RIGHTS RUN INTO 2003
CNET in October completed its $1.6 billion purchase of ZDNet, which holds rights through August 2003 for online content tied to Ziff Davis magazines, such as Interactive Week and PC Magazine. The effective date for the move is listed variously in SEC documents as March 1 or March 31.
A ZDNet spokesman said "in our view, under the contract they are not entitled to terminate in March," and called Ziff Davis Media's claim "completely without merit."
A CNET spokeswoman quoted company lawyers saying Ziff Davis Media has "absolutely no legal recourse to do this."
The controversy follows a decision last year by Ziff-Davis Inc. and its then-lead shareholder, Softbank, to break up the company after Softbank decided to focus on other Internet investments.
Ziff Davis Media bought the magazines from Ziff-Davis in December for $780 million and currently publishes 14 titles, including FamilyPC and Yahoo! Internet Life. The terms of that deal left the exclusive licenses of its online brands with ZDNet, an online venture then controlled by Softbank. With the sale of ZDNet, Softbank now owns 18.1% of CNET.
According to its SEC report filed Oct. 16, Ziff Davis Media on Aug. 22 made known its decision to contest the contracts for the lucrative online content. News of Ziff Davis' move was first reported by Bloomberg News Service Oct. 17, the day CNET closed its acquisition of ZDNet.
ROOM TO REGAIN WEB RIGHTS
Ziff Davis Media Chairman-CEO Jim Dunning has hinted the CNET deal may have left him with room to regain his magazine brands' online rights, and at last month's American Magazine Conference he said he'd canceled the relevant contracts.
In conversations with analysts, CNET has dismissed the significance of Ziff Davis magazine-branded content to the company's overall health as "almost immaterial." A ZDNet spokesman said that less than 25% of ZDNet's total online content came from Ziff titles.
Bill Lerner, Prudential Securities senior Internet analyst, said Mr. Dunning's move is predicated on a "change of control" provision in Ziff Davis Media's contracts with ZDNet in which the contract is void if ZDNet is sold to one of several listed competitors. CNET is not listed as one of them.
Still, Ziff Davis' claim is "legitimate," said David Card, a senior analyst with Jupiter Research, a unit of Jupiter Media Metrix, as CNET "is a competitor" in the tech information space. But, Mr. Card quickly added, "I know nothing about contract law."

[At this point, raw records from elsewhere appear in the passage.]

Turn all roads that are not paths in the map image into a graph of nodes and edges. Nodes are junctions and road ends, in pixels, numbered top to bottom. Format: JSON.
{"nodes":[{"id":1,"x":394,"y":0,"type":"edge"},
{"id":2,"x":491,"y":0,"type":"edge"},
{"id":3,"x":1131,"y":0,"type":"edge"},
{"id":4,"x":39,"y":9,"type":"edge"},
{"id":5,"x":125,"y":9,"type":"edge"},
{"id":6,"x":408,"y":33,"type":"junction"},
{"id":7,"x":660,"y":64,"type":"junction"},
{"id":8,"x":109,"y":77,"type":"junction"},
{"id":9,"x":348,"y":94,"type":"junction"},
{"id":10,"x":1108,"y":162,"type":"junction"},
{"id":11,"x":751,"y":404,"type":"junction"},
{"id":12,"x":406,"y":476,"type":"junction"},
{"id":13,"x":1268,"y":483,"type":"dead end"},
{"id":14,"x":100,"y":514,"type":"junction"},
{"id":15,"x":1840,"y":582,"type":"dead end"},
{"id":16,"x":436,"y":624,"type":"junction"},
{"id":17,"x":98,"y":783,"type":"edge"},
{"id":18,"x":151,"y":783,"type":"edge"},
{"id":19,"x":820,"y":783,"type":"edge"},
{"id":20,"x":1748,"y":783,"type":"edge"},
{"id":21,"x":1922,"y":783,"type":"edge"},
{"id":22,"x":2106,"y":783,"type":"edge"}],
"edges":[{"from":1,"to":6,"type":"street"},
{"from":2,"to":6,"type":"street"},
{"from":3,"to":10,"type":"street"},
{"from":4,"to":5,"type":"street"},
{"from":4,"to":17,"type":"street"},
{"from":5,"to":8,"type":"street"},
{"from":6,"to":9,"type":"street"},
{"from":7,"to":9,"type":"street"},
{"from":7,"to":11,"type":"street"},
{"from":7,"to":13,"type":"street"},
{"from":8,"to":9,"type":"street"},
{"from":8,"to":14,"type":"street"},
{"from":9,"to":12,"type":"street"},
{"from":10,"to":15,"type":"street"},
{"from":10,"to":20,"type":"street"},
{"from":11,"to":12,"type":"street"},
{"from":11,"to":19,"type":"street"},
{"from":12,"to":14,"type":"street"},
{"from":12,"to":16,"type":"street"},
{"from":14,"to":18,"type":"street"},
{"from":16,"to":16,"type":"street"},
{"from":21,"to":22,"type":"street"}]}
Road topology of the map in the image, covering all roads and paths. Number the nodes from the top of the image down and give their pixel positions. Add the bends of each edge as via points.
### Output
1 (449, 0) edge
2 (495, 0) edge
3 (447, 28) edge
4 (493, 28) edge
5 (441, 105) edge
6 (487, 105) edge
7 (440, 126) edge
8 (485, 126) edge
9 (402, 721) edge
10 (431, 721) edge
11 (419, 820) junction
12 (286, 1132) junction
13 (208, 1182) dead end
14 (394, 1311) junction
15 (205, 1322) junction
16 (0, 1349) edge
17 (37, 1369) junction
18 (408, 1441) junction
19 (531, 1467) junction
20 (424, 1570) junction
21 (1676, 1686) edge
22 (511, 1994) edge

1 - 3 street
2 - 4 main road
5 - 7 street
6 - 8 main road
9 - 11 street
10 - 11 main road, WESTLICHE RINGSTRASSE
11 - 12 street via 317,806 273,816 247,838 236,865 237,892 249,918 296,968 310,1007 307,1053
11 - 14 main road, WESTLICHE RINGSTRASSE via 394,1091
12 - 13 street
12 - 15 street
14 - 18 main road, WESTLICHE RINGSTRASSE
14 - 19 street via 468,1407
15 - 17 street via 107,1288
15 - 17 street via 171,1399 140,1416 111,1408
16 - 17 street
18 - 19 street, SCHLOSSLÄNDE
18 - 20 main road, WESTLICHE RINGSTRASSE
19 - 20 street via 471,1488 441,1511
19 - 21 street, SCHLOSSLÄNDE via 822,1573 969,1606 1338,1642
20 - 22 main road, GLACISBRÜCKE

"My sense is that CNET spent a lot of time looking at ZDNet before they brought them on board," Mr. Lerner said. "If they missed some sort of loophole there, I'd be very surprised."
`A SCARE TACTIC'
Mr. Lerner said that in a conference call with investors, Mr. Dunning referred to the situation with ZDNet "and basically said they hoped to work something out. In my opinion, it appears they want to renegotiate. . . . They're using [the cancellation] as a scare tactic."
Under the cloak of anonymity, Ziff Davis executives have not been shy about expressing displeasure with how Ziff Davis magazines' sites look and feel within ZDNet.
Mr. Dunning declined to comment. An executive familiar with the situation said at one point in September the company mentioned internally that a press release on the matter would be released within 24 hours, but it never materialized.
A Ziff Davis spokeswoman said, "The only thing I can say is that we have a number of [online] initiatives in development that will see the light of day in 2001."
Ziff Davis Media has had an active autumn, launching Expedia Travels and redesigning Interactive Week. But it's been a tough year. Through September, according to Competitive Media Reporting, the company's overall ad pages were down 19.1% vs. '99, by far the largest drop posted by any top publishing company.